Face aux inondations et accumulations d’eau répétitives à Amaury, particulièrement à Mosquée Road, les habitants menacent de manifester pour attirer l’attention des autorités. Ils disent qu’ils iront jusqu’à une grève de la faim si rien n’est fait pour leur venir en aide. Parmi eux se trouve la famille Eckburally, qui compte deux enfants en bas âge et dont la maison est toujours inondée malgré les efforts des pompiers pour évacuer l’eau. Et les pluies qui arrosent le pays depuis le matin n’améliorent guère la situation…
La maison de la famille Eckburally, sise à Mosquée Road, est toujours envahie par des eaux boueuses. Un verger se trouvant à proximité s’est transformé en piscine, ce qui fait que l’eau s’infiltre ainsi à travers les murs et les soubassements du bâtiment.

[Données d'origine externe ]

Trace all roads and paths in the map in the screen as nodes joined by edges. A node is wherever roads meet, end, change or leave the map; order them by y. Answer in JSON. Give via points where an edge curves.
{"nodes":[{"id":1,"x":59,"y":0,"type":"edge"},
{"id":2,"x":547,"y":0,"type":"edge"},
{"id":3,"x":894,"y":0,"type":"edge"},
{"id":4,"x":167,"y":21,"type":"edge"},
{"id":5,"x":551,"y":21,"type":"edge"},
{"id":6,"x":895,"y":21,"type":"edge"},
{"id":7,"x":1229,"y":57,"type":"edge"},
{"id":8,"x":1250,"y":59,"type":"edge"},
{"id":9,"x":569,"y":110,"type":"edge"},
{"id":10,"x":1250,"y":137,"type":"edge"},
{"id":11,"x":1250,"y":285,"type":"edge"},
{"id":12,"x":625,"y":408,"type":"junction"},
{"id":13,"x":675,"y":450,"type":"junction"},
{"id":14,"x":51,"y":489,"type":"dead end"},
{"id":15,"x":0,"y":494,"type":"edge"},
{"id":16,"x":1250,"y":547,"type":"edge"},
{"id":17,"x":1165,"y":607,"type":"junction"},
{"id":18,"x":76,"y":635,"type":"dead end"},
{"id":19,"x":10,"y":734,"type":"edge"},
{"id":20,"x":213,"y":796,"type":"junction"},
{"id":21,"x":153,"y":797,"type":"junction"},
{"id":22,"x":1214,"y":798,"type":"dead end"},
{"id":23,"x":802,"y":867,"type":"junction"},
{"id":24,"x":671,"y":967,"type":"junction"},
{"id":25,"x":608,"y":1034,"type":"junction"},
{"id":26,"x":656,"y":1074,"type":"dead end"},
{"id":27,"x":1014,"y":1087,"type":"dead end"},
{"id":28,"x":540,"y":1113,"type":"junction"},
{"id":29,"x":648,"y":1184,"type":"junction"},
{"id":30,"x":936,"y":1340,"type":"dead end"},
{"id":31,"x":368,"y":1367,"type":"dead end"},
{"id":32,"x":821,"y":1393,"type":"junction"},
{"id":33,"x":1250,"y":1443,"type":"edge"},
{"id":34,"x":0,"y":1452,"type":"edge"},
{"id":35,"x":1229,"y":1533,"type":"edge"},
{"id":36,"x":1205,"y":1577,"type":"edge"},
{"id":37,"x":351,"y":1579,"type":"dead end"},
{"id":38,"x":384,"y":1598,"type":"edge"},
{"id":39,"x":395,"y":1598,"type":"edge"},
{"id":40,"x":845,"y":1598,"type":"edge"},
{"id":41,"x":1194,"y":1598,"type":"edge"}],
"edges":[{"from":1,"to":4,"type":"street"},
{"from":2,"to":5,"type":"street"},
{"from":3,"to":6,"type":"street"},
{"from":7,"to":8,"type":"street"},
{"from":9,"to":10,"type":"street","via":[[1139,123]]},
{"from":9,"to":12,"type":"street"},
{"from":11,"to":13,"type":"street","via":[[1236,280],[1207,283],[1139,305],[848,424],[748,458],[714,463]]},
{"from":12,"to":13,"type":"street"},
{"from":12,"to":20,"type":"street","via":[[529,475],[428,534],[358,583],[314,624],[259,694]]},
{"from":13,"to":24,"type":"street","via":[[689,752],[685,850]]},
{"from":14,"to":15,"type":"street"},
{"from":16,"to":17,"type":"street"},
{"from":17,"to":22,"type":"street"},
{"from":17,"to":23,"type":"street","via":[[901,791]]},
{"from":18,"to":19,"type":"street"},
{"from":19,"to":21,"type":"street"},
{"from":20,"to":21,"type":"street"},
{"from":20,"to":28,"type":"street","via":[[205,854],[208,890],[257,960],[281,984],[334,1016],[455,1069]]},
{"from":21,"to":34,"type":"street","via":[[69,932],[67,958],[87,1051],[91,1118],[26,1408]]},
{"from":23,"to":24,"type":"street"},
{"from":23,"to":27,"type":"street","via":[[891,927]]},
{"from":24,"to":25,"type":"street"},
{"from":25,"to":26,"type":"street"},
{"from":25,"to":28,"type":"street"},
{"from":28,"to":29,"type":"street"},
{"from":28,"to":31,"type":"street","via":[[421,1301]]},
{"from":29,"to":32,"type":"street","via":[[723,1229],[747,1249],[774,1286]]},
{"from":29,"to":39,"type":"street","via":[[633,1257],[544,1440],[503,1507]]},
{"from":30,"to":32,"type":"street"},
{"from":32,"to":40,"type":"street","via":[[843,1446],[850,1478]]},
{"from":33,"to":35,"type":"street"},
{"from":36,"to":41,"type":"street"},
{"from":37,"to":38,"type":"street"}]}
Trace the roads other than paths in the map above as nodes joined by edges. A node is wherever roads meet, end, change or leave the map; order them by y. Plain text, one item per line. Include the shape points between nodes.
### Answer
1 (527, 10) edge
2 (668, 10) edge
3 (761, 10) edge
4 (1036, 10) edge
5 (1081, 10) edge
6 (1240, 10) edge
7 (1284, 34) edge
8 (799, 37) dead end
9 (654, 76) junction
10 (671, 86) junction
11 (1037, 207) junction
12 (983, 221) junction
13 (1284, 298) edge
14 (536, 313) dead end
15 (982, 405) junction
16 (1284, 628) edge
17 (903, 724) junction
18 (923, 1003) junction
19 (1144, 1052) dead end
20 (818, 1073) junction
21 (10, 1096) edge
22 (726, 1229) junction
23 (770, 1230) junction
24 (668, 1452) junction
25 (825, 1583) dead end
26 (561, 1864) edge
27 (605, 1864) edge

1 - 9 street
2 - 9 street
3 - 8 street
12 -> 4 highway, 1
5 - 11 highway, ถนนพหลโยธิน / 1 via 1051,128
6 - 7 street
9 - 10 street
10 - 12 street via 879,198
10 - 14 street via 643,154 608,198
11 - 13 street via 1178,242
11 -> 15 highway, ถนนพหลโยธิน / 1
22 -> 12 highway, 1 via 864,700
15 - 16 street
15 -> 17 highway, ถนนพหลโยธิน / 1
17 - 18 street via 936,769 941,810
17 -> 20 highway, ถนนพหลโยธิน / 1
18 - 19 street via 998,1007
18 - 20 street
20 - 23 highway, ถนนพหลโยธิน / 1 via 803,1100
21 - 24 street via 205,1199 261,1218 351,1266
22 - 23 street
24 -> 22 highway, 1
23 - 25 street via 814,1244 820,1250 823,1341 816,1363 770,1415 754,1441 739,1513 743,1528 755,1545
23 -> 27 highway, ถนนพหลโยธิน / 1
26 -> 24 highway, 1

Les Eckburally doivent aussi faire face aux accumulations, après le débordement des drains qui ont été aménagés sur une partie de cette route menant à l’école primaire gouvernementale d’Amaury et des lieux de culte. Lundi, cette famille et d’autres habitants de Mosquée Road ont été victimes de la montée des eaux causées par les averses du week-end dernier dans le Nord. Ils ont subi des pertes en termes d’effets personnels et de denrées alimentaires.
Les pompiers de la caserne de Flacq ont eu fort à faire chez la famille Eckburally pour pomper l’eau boueuse qui arrivait presqu’aux genoux. Mardi, ils ont dû abandonner l’opération car l’eau ne cessait d’infiltrer dans la maison. Le sol était saturé après le précédent épisode des pluies torrentielles du 13 février. « Sali inn fann ar delo kinn rantre », déplore Mme Eckburally qui ne cesse d’éponger depuis dimanche soir.
La situation dans laquelle se retrouve cette famille aujourd’hui, indique-t-on, est inquiétante et nécessite une réaction prompte des autorités surtout que deux enfants de six mois et de 13 mois habitent cette maison. D’ailleurs, l’aîné a failli se noyer le week-end dernier après une chute. À ce moment-là, le niveau d’eau augmentait à vue d’oeil dans la maison. Il a été sauvé de justesse par sa mère.
La stagnation de l’eau au domicile des Eckburally représente par ailleurs une menace sanitaire car elle encourage la prolifération de moustiques et autres microbes dangereux pour la santé des enfants. « 24 lor 24 bizin alim sandal moustik », témoigne la mère des bébés.
Face à cette situation, les habitants se sont réunis mercredi soir en vue de décider de la marche à suivre. Cela fait la troisième fois en à peine 15 jours qu’ils sont victimes d’inondations. « Sak kout la pli-tombe, delo ress lor sime », déplore Ishad Dawoo, un des habitants. « De plis en plis, delo ogmante », ajoute pour sa part Mme Eckburally.
Les habitants veulent que les autorités réagissent au plus vite afin de trouver une solution permanente au problème d’inondations et d’accumulations d’eau dans cette rue. Ils menacent d’avoir recours à des solutions radicales, notamment une manifestation et une grève de la faim.
« Nous ne resterons pas les bras croisés si les autorités ne réagissent pas au plus vite », affirme pour sa part Yashin Eckburally. De plus, avec les pluies qui arrosent le pays depuis ce matin, l’eau continue d’entrer dans sa maison. « Depi 4 h gramatin, nou pe lev bann zafer pou met zot laho », ajoute M. Eckburally.